Noncovalent enzyme-substrate interactions in the catalytic mechanism of yeast aldose reductase.

The role of noncovalent interactions in the catalytic mechanism of aldose reductase from the yeast Candida tenuis was determined by steady-state kinetic analysis of the NADH-dependent reduction of various aldehydes, differing in hydrophobicity and the hydrogen bonding capability with the binary enzyme-NADH complex. In a series of aliphatic aldehydes, substrate hydrophobicity contributes up to 13.7 kJ/mol of binding energy. The aldehyde binding site of aldose reductase appears to be 1.4 times more hydrophobic than n-octanol and can accommodate a linear alkyl chain with at least seven methylene groups (approximately 14 A in length).

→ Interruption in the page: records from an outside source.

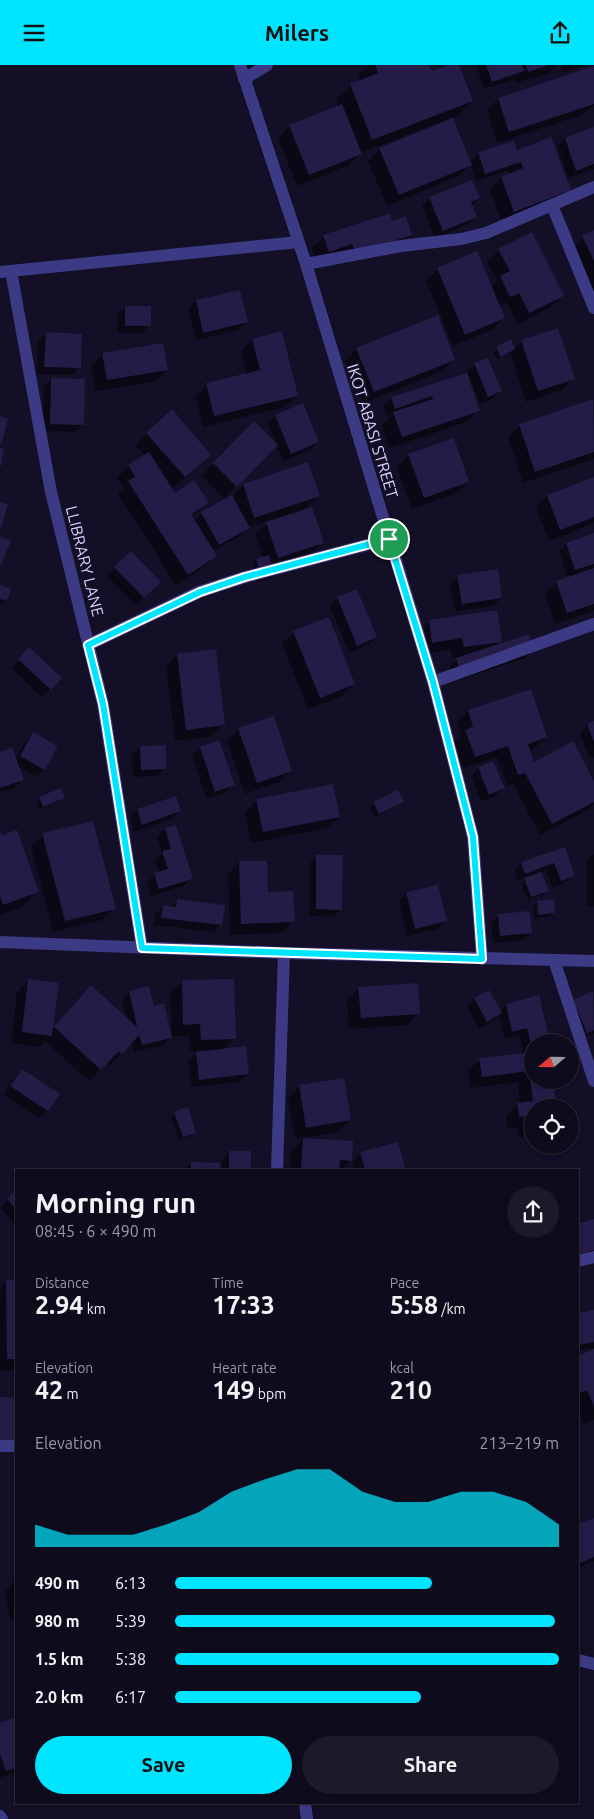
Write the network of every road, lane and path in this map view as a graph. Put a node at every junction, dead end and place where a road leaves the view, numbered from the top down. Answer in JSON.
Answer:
{"nodes":[{"id":1,"x":240,"y":65,"type":"edge"},
{"id":2,"x":267,"y":65,"type":"edge"},
{"id":3,"x":244,"y":79,"type":"junction"},
{"id":4,"x":594,"y":187,"type":"edge"},
{"id":5,"x":552,"y":205,"type":"junction"},
{"id":6,"x":298,"y":242,"type":"junction"},
{"id":7,"x":306,"y":264,"type":"junction"},
{"id":8,"x":5,"y":272,"type":"edge"},
{"id":9,"x":594,"y":308,"type":"edge"},
{"id":10,"x":389,"y":539,"type":"junction"},
{"id":11,"x":594,"y":624,"type":"edge"},
{"id":12,"x":88,"y":645,"type":"junction"},
{"id":13,"x":433,"y":682,"type":"junction"},
{"id":14,"x":0,"y":942,"type":"edge"},
{"id":15,"x":142,"y":948,"type":"junction"},
{"id":16,"x":284,"y":953,"type":"junction"},
{"id":17,"x":482,"y":959,"type":"junction"},
{"id":18,"x":554,"y":960,"type":"junction"},
{"id":19,"x":594,"y":961,"type":"edge"},
{"id":20,"x":594,"y":1081,"type":"edge"},
{"id":21,"x":277,"y":1169,"type":"edge"},
{"id":22,"x":594,"y":1257,"type":"edge"},
{"id":23,"x":579,"y":1261,"type":"edge"},
{"id":24,"x":0,"y":1446,"type":"edge"},
{"id":25,"x":15,"y":1446,"type":"edge"},
{"id":26,"x":579,"y":1660,"type":"edge"},
{"id":27,"x":594,"y":1664,"type":"edge"},
{"id":28,"x":304,"y":1804,"type":"edge"},
{"id":29,"x":307,"y":1819,"type":"edge"}],
"edges":[{"from":1,"to":3,"type":"street","name":"IKOT ABASI STREET"},
{"from":2,"to":3,"type":"street"},
{"from":3,"to":6,"type":"street","name":"IKOT ABASI STREET"},
{"from":4,"to":5,"type":"street"},
{"from":5,"to":7,"type":"street"},
{"from":5,"to":9,"type":"street"},
{"from":6,"to":7,"type":"street","name":"IKOT ABASI STREET"},
{"from":6,"to":8,"type":"street"},
{"from":7,"to":10,"type":"street","name":"IKOT ABASI STREET"},
{"from":8,"to":12,"type":"street","name":"LLIBRARY LANE"},
{"from":10,"to":12,"type":"street"},
{"from":10,"to":13,"type":"street","name":"IKOT ABASI STREET"},
{"from":11,"to":13,"type":"street"},
{"from":12,"to":15,"type":"street","name":"LLIBRARY LANE"},
{"from":13,"to":17,"type":"street","name":"IKOT ABASI STREET"},
{"from":14,"to":15,"type":"street"},
{"from":15,"to":16,"type":"street"},
{"from":16,"to":17,"type":"street"},
{"from":16,"to":21,"type":"street"},
{"from":17,"to":18,"type":"street"},
{"from":18,"to":19,"type":"street"},
{"from":18,"to":20,"type":"street"},
{"from":22,"to":23,"type":"street"},
{"from":24,"to":25,"type":"street"},
{"from":26,"to":27,"type":"street"},
{"from":28,"to":29,"type":"street"}]}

Binding energy resulting from interactions at positions 3-6 of the aldehyde is distributed between increasing the catalytic constant 2.6-fold and decreasing the apparent dissociation constant 59-fold. Hydrogen bonding interactions of the enzyme nucleotide complex with the C-2(R) hydroxyl group of the aldehyde are crucial to transition state binding and contribute up to 17 kJ/mol of binding energy. A comparison of the kinetic data of yeast aldose reductase, a key enzyme in the metabolism of D-xylose, and human aldose reductase, a presumably perfect detoxification catalyst [Grimshaw, C. E. (1992) Biochemistry 31, 10139], clearly reflects these differences in physiological function.